(Stored data)
::::::

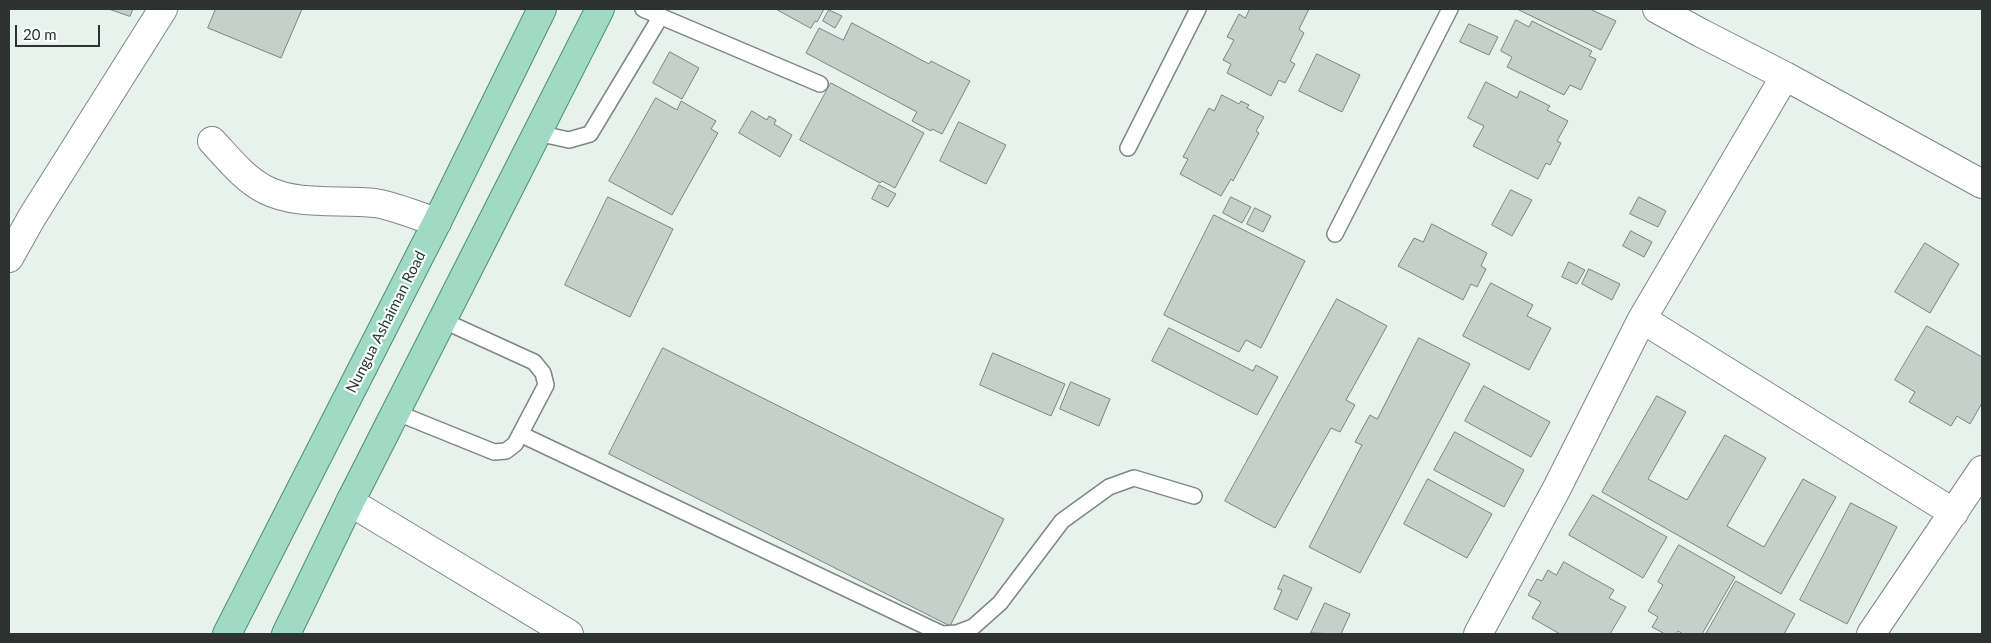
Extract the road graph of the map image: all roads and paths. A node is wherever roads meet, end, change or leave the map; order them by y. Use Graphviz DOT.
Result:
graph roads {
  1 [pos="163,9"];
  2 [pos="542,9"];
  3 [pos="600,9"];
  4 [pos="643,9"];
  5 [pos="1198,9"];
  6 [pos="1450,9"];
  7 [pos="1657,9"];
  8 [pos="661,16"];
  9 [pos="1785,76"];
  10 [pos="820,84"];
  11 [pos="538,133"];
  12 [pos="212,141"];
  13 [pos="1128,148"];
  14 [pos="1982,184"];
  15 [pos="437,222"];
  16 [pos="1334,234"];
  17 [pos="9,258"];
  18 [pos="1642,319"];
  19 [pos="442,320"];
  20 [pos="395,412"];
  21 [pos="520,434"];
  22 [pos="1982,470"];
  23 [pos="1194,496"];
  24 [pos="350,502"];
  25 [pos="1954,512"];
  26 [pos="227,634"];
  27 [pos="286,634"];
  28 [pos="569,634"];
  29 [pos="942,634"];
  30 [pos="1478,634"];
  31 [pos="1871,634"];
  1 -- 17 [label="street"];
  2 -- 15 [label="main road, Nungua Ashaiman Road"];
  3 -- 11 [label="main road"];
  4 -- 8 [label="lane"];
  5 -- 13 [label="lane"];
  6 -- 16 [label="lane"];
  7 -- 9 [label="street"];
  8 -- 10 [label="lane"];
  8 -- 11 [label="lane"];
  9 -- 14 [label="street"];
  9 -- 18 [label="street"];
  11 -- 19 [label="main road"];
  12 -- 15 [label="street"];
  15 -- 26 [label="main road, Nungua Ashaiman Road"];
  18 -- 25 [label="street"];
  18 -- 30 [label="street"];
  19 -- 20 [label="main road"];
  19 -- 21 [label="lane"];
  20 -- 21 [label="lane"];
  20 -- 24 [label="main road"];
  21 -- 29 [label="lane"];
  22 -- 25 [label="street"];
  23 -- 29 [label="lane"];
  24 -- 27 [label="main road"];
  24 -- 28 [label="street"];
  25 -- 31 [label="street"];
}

::::::

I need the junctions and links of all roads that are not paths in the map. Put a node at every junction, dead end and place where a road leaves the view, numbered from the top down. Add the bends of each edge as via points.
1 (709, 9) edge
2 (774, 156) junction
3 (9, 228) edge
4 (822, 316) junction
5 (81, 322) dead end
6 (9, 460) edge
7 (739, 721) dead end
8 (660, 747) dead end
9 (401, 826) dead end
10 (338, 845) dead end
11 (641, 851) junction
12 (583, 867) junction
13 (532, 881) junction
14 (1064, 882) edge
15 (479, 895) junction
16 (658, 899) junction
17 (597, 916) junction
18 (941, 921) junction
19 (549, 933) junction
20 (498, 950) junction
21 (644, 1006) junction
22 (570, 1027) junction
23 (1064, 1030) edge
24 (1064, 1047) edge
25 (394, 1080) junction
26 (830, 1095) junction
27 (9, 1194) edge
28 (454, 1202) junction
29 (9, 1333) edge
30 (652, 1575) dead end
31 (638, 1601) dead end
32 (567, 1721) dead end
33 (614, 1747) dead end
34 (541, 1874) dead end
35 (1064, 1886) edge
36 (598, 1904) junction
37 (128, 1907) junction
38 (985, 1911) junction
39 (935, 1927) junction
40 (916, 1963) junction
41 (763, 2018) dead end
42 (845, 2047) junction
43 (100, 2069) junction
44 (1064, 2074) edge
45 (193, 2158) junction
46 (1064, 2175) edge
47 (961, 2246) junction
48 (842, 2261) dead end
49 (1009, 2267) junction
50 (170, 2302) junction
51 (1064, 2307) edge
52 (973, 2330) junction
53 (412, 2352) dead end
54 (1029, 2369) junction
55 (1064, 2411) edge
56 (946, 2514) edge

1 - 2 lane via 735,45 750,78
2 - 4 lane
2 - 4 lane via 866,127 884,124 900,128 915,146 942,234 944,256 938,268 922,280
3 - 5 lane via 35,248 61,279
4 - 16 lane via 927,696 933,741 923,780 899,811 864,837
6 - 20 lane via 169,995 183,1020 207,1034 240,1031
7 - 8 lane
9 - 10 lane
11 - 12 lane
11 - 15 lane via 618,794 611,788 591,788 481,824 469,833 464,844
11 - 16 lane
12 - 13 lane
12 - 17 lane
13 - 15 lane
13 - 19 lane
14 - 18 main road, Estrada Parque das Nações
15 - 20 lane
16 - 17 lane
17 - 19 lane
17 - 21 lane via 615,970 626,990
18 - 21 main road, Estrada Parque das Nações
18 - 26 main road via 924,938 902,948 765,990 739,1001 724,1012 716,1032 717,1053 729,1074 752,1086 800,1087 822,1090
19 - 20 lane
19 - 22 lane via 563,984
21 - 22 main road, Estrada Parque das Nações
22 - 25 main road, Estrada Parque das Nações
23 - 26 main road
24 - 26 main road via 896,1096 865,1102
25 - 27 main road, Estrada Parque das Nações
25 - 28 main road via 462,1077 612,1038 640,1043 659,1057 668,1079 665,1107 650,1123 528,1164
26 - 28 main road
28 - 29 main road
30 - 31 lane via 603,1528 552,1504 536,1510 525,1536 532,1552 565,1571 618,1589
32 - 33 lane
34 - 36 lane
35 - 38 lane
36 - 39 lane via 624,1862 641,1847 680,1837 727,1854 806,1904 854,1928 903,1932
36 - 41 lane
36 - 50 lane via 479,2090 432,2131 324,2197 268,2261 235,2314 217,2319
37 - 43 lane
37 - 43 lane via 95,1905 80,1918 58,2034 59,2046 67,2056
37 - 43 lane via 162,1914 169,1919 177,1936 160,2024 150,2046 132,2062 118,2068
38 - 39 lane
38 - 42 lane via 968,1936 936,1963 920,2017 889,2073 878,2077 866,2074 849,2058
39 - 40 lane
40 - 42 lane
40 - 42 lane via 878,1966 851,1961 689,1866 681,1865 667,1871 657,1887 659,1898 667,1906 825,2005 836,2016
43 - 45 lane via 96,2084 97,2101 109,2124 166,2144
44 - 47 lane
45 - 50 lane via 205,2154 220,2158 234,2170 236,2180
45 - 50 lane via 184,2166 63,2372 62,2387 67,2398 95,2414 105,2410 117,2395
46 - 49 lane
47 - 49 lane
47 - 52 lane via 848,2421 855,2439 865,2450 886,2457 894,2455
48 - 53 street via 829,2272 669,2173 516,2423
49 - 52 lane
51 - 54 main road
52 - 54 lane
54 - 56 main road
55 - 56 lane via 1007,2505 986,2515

::::::

In the records above, each line with the string "Parque" should be copied.

▶ Written reply
14 - 18 main road, Estrada Parque das Nações
18 - 21 main road, Estrada Parque das Nações
21 - 22 main road, Estrada Parque das Nações
22 - 25 main road, Estrada Parque das Nações
25 - 27 main road, Estrada Parque das Nações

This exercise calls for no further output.